From mboxrd@z Thu Jan  1 00:00:00 1970
From: catalin.marinas@arm.com (Catalin Marinas)
Date: Wed, 23 Apr 2014 17:02:16 +0100
Subject: [PATCH] ARM: mm: dma: Update coherent streaming apis with
 missing memory barrier
In-Reply-To: <20140423090251.GA5281@arm.com>
References: <1398103390-31968-1-git-send-email-santosh.shilimkar@ti.com>
 <201404222153.41786.arnd@arndb.de> <5356C9D1.2060001@ti.com>
 <5895821.PvurJ8TWz2@wuerfel> <5356D163.1070304@ti.com>
 <20140423090251.GA5281@arm.com>
Message-ID: <20140423160216.GC2208@arm.com>
To: linux-arm-kernel@lists.infradead.org
List-Id: linux-arm-kernel.lists.infradead.org

On Wed, Apr 23, 2014 at 10:02:51AM +0100, Will Deacon wrote:
> On Tue, Apr 22, 2014 at 09:30:27PM +0100, Santosh Shilimkar wrote:
> > writel() or an explcit barrier in the driver will do the job. I was
> > just thinking that we are trying to work around the short comings
> > of streaming API by adding barriers in the driver. For example
> > on a non-coherent system, i don't need that barrier because
> > dma_ops does take care of that.
> 
> I wonder whether we can remove those barriers altogether then (from the DMA
> cache operations). For the coherent case, the driver must provide the
> barrier (probably via writel) so the non-coherent case shouldn't be any
> different.

For the DMA_TO_DEVICE case the effect should be the same as wmb()
implies dsb (and outer_sync() for write). But the reason we have
barriers in the DMA ops is slightly different - the completion of the
cache maintenance operation rather than ordering with any previous
writes to the DMA buffer.

In the DMA_FROM_DEVICE scenario for example, the CPU gets an interrupt
for a finished DMA transfer and executes dma_unmap_single() prior to
accessing the page. However the CPU access after unmapping is done using
normal LDR/STR which do not imply any barrier. So we need to ensure the
completion of the cache invalidation in the dma operation.
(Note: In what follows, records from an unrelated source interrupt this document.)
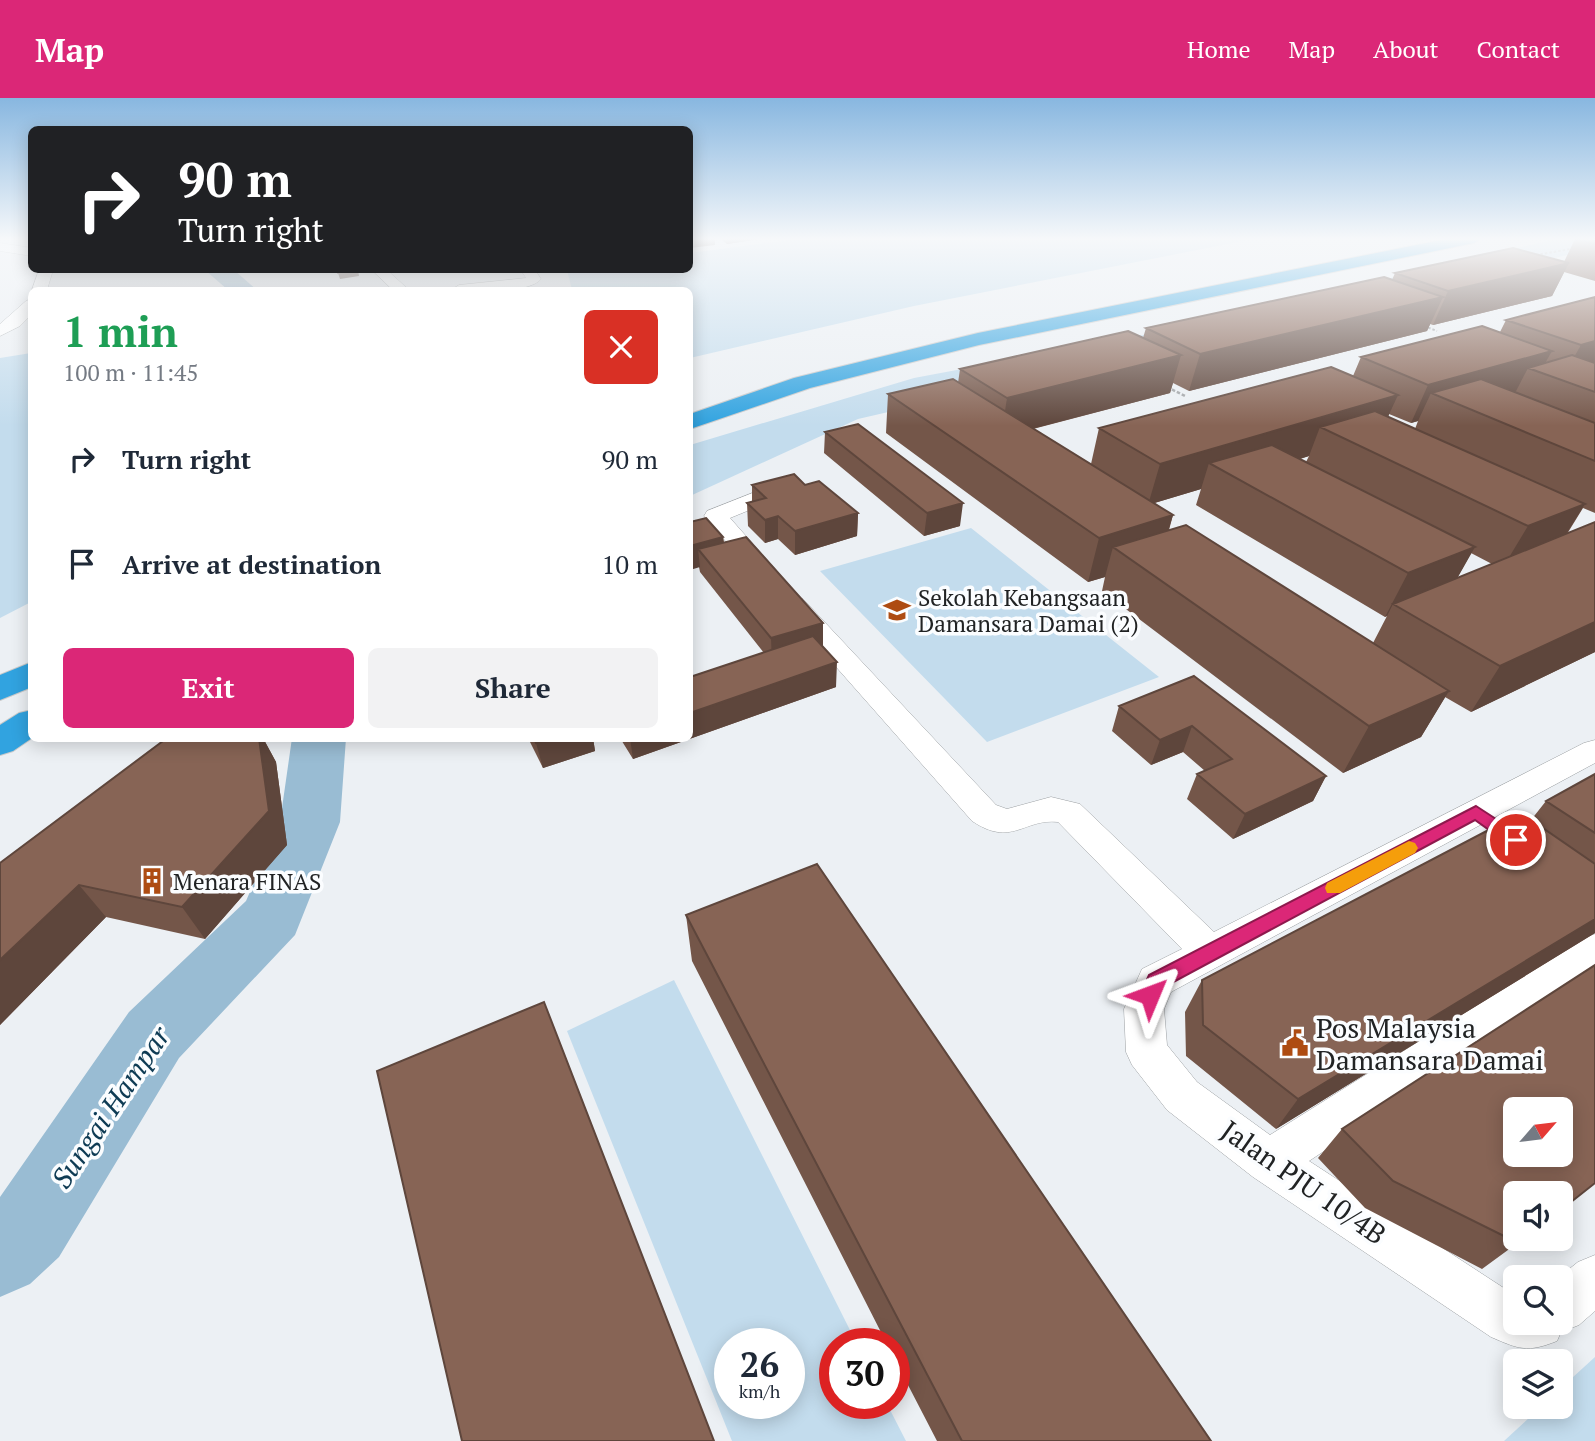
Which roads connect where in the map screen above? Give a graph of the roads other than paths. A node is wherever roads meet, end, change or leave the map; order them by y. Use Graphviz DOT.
graph roads {
  1 [pos="1078,301"];
  2 [pos="1166,301"];
  3 [pos="28,308"];
  4 [pos="971,321"];
  5 [pos="0,331"];
  6 [pos="693,421"];
  7 [pos="783,488"];
  8 [pos="702,521"];
  9 [pos="28,675"];
  10 [pos="0,689"];
  11 [pos="28,724"];
  12 [pos="0,742"];
  13 [pos="1595,750"];
  14 [pos="1476,813"];
  15 [pos="1508,835"];
  16 [pos="1595,950"];
  17 [pos="1211,953"];
  18 [pos="1269,1161"];
  19 [pos="1595,1279"];
  20 [pos="1573,1297"];
  21 [pos="1503,1317"];
  1 -- 4 [label="highway"];
  2 -- 6 [label="highway"];
  3 -- 5 [label="street"];
  7 -- 8 [label="street"];
  8 -- 17 [label="street"];
  9 -- 10 [label="highway"];
  11 -- 12 [label="highway"];
  13 -- 14 [label="street"];
  14 -- 15 [label="street"];
  14 -- 17 [label="street"];
  16 -- 18 [label="street"];
  17 -- 18 [label="street, Jalan PJU 10/4B"];
  18 -- 21 [label="street, Jalan PJU 10/4B"];
  19 -- 20 [label="street"];
}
In the I/O coherency case, I would say it is the responsibility of the
device/hardware to ensure that the data is visible to all observers
(CPUs) prior to issuing a interrupt for DMA-ready. Looking at the mvebu
code, I think it covers such scenario from-device or bidirectional
scenarios.

Maybe Santosh still has a point ;) but I don't know what the right
barrier would be here. And I really *hate* per-SoC/snoop unit barriers
(I still hope a dsb would do the trick on newer/ARMv8 systems).

> I need some more coffee and a serious look at the code, but we may be able
> to use dmb instructions to order the cache maintenance and avoid a final
> dsb for completion.

Is the dmb enough (assuming no outer cache)? We need to ensure the
flushed cache lines reach the memory for device access.

-- 
Catalin